You reference Charlotte Cotton’s Photography is Magic at the beginning of your essay included in the Not Photography catalog. Tell us why it’s more appropriate now than ever before to situate photography in the realm of magic?
In her essay, Cotton compares contemporary photographers to stage magicians because they both have a bevy of technical apparatus at their disposals with which to create the allusion of magic. I cannot say that it’s more appropriate now than ever before to situate photography in the realm of the otherworldly, but rather I can say that it is important for us to acknowledge the degree to which viewers implicate themselves in wanting a photograph to be a transcendent object or experience. We know that magic shows are smoke-and-mirrors, yet we allow ourselves to be vulnerable because it feels good (even if for a split second of “Ahhhh!”) to believe that magic actually exists. We project this desire for momentary bliss onto a photograph.
I like your characterization of our image overloaded online culture as the “Internet image morass.” That morass is almost single-handedly responsible for desensitizing viewers to the image, and encouraging a kind of “seeing without seeing” prevalent in the 21st century. How are artists responding and reacting to what seems to be the odd paradox of being obsessed with the image at the same time as we’re immune to its power?
What we’re seeing is an embrace of the surrealism of contemporary image culture. I don’t believe we’re immune to the power of the image—in fact I think we are possibly more susceptible than ever before. It’s just that the combination of the glut, technological advancement, and access to both has put us in a position where we know we’re being played, and we relish it. Temporality and propagation have rendered images both powerful and powerless. Some artists are leaning into this by pushing the trompe l’oeil, the uncanny, the absurd, and the obviousness of the machine or hand. Others have opted for complete image negation and focused on the inherent photographic mechanics of abstraction (i.e. light and shadows, chemical reactions, colors).

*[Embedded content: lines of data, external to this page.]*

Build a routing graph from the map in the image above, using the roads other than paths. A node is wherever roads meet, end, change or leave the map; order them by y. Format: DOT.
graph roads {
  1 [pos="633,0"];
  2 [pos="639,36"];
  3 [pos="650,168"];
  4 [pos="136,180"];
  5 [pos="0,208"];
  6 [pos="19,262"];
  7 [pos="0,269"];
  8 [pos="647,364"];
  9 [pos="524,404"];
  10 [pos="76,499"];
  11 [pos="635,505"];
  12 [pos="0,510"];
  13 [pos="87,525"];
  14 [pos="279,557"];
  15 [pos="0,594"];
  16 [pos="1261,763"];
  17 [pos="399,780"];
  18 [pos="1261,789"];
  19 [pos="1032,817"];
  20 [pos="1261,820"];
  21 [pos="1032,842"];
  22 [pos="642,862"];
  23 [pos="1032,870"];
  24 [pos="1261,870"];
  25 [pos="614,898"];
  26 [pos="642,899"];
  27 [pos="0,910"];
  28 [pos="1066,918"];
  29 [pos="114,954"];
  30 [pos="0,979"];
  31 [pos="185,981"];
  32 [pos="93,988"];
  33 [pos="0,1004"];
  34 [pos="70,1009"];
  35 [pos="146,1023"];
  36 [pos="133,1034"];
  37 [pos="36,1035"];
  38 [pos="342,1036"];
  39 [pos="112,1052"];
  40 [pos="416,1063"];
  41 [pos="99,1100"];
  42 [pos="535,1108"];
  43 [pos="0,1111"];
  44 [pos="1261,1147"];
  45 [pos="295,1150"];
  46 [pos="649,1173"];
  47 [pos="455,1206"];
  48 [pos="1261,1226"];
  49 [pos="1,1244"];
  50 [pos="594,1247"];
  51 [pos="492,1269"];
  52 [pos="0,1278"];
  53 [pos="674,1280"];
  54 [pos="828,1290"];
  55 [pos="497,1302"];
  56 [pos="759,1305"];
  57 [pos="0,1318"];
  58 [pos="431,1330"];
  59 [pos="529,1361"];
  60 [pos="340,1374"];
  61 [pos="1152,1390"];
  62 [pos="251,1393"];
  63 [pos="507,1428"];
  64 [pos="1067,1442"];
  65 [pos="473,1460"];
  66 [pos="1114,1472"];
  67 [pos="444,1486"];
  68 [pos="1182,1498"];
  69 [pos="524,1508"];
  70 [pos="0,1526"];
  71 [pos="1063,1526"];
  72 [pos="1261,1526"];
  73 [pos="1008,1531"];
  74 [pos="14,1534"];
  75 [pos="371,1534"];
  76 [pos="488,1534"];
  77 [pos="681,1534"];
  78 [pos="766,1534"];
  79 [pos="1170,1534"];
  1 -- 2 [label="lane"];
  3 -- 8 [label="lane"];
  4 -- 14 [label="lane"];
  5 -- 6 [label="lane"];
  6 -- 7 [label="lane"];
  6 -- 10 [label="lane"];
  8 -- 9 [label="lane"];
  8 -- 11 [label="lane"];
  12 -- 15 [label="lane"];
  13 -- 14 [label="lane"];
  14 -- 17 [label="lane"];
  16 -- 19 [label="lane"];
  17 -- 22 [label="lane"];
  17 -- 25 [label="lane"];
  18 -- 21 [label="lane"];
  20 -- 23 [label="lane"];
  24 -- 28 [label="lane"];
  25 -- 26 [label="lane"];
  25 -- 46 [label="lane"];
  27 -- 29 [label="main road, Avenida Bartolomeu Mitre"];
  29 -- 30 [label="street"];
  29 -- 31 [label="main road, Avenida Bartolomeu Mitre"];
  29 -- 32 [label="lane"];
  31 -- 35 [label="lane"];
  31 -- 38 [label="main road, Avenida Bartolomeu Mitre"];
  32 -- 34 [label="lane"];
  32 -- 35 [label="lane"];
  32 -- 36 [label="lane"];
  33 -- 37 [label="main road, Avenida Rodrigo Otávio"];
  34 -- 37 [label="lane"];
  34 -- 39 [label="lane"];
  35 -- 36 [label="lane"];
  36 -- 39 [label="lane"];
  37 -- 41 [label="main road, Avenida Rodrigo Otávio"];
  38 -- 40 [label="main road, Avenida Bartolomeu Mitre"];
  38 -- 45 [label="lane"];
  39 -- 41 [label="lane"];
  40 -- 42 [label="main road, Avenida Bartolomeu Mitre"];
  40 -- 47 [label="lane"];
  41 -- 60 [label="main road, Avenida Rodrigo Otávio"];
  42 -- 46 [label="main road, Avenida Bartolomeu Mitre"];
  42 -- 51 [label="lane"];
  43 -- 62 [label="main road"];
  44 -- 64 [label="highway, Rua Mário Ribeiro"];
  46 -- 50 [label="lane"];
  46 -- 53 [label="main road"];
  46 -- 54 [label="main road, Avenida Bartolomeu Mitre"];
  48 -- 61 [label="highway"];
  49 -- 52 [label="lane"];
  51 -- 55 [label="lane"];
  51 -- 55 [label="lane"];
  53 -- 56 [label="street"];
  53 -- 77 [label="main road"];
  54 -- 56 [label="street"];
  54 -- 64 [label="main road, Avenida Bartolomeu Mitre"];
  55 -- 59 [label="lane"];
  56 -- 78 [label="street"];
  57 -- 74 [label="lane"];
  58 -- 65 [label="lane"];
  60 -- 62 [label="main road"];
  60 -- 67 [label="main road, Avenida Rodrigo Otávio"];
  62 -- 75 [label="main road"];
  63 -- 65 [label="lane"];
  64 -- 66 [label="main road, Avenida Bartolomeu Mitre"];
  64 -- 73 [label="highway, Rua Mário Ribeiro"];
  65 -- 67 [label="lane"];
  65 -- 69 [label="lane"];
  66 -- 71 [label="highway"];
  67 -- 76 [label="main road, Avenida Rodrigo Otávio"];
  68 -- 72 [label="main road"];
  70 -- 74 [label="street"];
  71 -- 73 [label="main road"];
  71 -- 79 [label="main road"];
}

History, and an engagement with the history of any medium seem natural places to end up when a point is reached in the history of a medium’s evolution that it seems to verge on irrelevance; we begin to look backwards for answers concerning how to move forward. How are artists reaching into history, both personal and social, to develop a new photographic language?
This type of work has been done for a long time. Some of the earliest photography practitioners used the medium in a personal or commentary fashion. So from that perspective, contemporary artists aren’t really functioning any differently. However, all of the things we’ve previously discussed—technology, the image glut, pre-existing notions/desires about photographs—give today’s artists a much broader arena in which to play with visual language. The result is work that is less concerned with representation (the “traditional” way in which we think of an image) and more about the layering of ideas and the confounding of, or succumbing to, expectations.

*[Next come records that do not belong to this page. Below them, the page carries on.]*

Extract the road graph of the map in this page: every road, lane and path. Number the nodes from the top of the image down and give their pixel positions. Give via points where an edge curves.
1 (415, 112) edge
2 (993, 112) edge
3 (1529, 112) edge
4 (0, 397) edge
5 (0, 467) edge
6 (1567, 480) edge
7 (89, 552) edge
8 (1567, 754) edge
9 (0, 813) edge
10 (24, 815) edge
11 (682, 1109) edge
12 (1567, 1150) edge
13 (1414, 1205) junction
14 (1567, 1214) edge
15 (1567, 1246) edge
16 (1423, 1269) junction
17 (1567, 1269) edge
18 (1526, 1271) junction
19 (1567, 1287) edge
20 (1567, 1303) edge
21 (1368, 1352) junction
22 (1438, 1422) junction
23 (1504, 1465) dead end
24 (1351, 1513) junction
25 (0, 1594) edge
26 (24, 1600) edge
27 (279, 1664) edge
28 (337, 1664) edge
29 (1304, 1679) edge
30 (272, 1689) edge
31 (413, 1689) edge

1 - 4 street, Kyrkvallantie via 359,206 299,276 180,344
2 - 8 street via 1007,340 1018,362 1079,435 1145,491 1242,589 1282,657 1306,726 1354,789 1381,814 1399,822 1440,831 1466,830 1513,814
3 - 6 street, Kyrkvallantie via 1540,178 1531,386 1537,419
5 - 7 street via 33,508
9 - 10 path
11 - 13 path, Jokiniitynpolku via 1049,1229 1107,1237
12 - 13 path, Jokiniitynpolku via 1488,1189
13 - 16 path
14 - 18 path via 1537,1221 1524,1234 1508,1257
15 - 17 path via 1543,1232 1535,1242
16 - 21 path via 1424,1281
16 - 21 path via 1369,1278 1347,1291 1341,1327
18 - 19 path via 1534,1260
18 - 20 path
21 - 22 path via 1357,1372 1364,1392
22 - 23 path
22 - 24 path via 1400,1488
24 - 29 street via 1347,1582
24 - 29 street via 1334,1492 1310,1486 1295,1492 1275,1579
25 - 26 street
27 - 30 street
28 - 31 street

Commercialism also goes hand in hand with the “image morass,” it’s responsible for, and the subject of, much photography, both professional and amateur. How are photographers incorporating insights or commentary on the ubiquity of commercial products or overly commercial processes of photo making into their work?
What’s really cool about the intersection of art and commercial photography at this point in time is that because it has been an oft-explored subject, and because photography is well established in both areas, contemporary artists need not address or explain why they choose to blend the two. Shaking this off opens the images up to richer conversations. I would say that unless someone is specifically discussing commercial imagery and consumerism, we are free to look through the “art” or “commercial” façade. For example, Kevin Todora uses commercial aesthetics and printing processes, but he isn’t concerned with proving why they are placed in an artistic context. The work is far more multi-faceted and personal, and the actualities function more like tools.